### WORK ITEM
Copy the entries exactly, through the "0 #ccc6d3) drop-shadow(-2px" line.

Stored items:

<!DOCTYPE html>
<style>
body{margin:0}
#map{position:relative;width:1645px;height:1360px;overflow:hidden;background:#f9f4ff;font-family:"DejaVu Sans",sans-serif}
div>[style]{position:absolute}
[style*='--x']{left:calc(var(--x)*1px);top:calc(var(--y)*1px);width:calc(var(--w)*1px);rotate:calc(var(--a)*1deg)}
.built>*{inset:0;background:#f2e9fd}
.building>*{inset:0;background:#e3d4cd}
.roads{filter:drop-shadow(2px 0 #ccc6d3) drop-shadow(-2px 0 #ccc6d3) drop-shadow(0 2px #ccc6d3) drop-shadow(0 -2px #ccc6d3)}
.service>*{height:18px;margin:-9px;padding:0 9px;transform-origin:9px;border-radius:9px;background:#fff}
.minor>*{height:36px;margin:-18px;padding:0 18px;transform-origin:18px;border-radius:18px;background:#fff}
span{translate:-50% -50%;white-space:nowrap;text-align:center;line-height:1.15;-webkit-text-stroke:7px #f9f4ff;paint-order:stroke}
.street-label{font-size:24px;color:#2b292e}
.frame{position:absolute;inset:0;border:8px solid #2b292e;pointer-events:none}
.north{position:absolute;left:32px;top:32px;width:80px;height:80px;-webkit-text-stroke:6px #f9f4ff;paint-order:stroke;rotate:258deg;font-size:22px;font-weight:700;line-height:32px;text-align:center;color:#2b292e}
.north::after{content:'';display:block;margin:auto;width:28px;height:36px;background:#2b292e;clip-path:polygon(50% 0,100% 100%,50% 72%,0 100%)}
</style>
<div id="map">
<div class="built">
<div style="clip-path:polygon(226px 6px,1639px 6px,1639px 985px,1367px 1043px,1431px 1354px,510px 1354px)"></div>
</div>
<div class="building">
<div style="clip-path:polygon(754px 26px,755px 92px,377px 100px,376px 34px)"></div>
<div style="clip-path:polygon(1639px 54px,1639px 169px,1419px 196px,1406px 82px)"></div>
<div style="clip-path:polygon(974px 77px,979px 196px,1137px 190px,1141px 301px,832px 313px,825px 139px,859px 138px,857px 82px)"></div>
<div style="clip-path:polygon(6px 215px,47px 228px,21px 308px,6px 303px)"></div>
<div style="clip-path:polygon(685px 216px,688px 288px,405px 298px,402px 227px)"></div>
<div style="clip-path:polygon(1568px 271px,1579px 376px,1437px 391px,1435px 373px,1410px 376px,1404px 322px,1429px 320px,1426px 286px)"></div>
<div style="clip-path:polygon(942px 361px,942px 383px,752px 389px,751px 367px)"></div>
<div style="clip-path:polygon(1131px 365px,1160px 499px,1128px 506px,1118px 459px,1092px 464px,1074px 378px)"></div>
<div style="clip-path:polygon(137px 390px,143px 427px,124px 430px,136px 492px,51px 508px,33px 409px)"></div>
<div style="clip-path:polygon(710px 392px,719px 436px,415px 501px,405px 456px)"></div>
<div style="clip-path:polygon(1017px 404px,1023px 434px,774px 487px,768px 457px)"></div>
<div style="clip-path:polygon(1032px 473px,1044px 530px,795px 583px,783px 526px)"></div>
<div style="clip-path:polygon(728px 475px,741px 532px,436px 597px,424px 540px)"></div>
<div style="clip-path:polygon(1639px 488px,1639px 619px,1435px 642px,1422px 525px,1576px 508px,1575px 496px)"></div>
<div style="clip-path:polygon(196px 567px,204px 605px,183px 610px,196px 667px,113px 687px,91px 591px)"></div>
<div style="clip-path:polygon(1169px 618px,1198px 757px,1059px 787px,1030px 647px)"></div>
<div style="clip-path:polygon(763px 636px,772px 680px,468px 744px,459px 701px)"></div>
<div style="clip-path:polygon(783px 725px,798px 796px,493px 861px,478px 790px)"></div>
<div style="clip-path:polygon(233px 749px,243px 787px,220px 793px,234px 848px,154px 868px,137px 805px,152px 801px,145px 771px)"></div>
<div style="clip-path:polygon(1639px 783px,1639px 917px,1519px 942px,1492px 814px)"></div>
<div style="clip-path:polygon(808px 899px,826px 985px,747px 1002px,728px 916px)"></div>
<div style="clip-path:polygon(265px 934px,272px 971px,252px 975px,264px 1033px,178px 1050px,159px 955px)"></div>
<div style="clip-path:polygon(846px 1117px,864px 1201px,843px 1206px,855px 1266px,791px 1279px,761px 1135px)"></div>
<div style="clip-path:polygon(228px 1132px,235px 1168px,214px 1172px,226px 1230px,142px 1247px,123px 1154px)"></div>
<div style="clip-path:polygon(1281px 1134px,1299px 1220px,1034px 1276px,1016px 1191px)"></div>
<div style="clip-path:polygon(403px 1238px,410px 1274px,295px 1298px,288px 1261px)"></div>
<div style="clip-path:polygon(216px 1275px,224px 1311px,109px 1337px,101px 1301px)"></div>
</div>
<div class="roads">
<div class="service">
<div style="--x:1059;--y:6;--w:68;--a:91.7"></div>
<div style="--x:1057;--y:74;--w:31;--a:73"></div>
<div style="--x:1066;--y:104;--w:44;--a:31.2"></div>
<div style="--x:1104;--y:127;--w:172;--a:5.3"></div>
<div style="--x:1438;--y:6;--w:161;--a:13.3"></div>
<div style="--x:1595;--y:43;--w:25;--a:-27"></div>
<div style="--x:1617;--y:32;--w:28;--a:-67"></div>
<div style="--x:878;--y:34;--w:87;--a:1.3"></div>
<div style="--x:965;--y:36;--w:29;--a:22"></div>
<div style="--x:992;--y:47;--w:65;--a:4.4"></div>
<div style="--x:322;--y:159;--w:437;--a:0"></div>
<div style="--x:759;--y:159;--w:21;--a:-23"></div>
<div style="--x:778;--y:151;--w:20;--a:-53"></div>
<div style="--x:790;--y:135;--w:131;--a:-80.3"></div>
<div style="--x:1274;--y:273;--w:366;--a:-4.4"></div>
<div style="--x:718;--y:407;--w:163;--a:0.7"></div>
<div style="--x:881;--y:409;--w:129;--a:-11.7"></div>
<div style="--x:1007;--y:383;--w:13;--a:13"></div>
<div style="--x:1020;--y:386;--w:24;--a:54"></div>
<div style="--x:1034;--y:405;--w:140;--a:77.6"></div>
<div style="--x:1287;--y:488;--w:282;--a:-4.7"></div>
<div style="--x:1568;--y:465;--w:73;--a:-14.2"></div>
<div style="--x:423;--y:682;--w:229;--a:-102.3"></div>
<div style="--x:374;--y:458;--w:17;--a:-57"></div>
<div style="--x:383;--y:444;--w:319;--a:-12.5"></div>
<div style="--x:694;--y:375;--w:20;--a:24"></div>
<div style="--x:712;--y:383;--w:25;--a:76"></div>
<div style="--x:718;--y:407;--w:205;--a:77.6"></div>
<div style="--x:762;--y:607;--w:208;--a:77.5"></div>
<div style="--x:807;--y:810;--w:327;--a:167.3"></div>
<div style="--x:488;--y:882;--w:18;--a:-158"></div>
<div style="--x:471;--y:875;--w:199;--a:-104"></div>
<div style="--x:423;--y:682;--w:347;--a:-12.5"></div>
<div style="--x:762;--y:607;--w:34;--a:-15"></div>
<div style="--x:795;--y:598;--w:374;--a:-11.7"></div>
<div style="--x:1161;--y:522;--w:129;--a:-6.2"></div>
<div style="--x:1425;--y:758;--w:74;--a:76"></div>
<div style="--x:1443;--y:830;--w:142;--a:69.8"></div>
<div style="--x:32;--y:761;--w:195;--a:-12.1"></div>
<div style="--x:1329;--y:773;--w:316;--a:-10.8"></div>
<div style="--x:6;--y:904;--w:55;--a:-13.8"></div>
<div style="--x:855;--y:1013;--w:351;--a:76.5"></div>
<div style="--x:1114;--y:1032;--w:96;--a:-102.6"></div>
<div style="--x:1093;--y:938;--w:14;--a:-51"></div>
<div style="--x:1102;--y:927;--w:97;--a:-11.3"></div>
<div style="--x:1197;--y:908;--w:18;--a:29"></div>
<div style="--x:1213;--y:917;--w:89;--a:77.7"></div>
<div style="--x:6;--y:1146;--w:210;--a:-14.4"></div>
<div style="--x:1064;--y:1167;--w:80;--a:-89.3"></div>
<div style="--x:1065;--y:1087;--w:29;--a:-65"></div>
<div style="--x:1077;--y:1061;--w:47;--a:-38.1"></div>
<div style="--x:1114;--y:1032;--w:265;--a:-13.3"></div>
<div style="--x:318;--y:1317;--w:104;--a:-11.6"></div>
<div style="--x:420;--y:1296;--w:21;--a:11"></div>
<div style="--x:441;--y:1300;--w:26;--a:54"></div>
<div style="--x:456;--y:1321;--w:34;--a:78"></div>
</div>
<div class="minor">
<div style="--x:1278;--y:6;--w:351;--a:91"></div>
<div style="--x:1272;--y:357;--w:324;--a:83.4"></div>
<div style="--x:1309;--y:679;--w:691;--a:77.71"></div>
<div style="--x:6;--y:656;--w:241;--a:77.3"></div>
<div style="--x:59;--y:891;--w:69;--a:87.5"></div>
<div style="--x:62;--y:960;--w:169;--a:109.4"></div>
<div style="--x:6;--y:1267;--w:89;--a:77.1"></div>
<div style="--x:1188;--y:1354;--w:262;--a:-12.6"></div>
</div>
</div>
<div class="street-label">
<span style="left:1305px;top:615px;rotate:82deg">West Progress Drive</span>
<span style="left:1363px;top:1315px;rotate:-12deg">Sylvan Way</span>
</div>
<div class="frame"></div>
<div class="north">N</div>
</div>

### THE COMPLETED TASK
<!DOCTYPE html>
<style>
body{margin:0}
#map{position:relative;width:1645px;height:1360px;overflow:hidden;background:#f9f4ff;font-family:"DejaVu Sans",sans-serif}
div>[style]{position:absolute}
[style*='--x']{left:calc(var(--x)*1px);top:calc(var(--y)*1px);width:calc(var(--w)*1px);rotate:calc(var(--a)*1deg)}
.built>*{inset:0;background:#f2e9fd}
.building>*{inset:0;background:#e3d4cd}
.roads{filter:drop-shadow(2px 0 #ccc6d3) drop-shadow(-2px 0 #ccc6d3) drop-shadow(0 2px #ccc6d3) drop-shadow(0 -2px #ccc6d3)}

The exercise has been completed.